- _Task details_
Each line in the data holding "hand" should be listed.

--------------------------------------------------

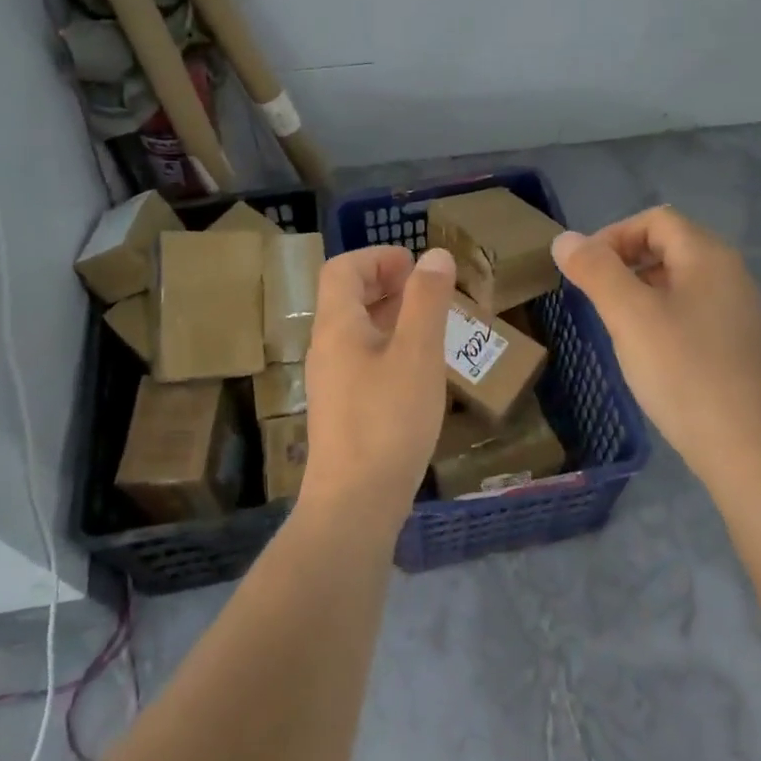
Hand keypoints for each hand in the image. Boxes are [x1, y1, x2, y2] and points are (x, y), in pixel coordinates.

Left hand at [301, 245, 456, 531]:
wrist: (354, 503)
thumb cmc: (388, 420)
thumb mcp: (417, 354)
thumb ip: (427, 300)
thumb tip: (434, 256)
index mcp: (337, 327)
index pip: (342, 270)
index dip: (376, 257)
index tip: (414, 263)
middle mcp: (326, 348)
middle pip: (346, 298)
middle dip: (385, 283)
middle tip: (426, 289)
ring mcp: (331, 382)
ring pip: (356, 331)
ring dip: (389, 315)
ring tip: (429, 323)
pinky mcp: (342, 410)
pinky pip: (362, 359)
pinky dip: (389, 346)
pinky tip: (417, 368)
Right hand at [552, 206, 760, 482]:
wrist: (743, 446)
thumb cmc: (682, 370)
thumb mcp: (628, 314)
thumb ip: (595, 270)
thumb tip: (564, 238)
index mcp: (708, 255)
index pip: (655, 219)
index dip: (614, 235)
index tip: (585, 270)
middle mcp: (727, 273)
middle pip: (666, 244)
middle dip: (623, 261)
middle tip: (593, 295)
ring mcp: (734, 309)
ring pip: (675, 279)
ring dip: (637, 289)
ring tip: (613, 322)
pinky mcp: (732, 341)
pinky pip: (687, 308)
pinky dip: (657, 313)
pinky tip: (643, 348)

--------------------------------------------------

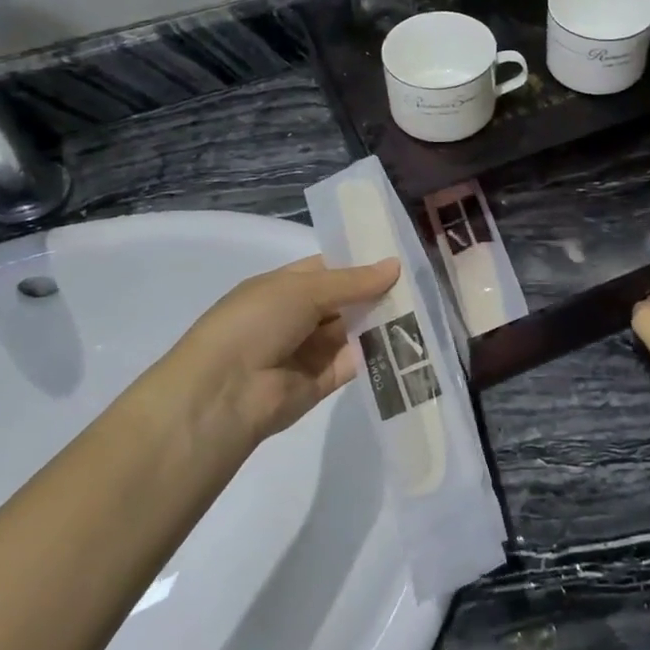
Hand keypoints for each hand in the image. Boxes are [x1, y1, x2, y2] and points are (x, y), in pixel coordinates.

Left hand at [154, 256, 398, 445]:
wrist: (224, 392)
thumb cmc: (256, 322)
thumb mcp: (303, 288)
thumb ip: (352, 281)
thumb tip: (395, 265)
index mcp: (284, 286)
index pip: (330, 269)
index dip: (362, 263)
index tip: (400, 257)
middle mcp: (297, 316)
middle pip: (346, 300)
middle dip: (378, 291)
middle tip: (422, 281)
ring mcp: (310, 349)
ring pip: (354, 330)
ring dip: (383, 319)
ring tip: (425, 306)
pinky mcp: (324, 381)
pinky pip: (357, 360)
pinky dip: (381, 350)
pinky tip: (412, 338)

--------------------------------------------------

- _Task solution_
Hand keypoints for each hand in the image. Boxes are [x1, y1, x2, y2] and points are (x, y), in pixel coordinates.
Left hand at [301, 245, 456, 531]:
Right hand at [552, 206, 760, 482]:
Hand keypoints for each hand in the image. Boxes are [x1, y1, x2, y2] and points are (x, y), in pixel coordinates.
Left hand at [154, 256, 398, 445]:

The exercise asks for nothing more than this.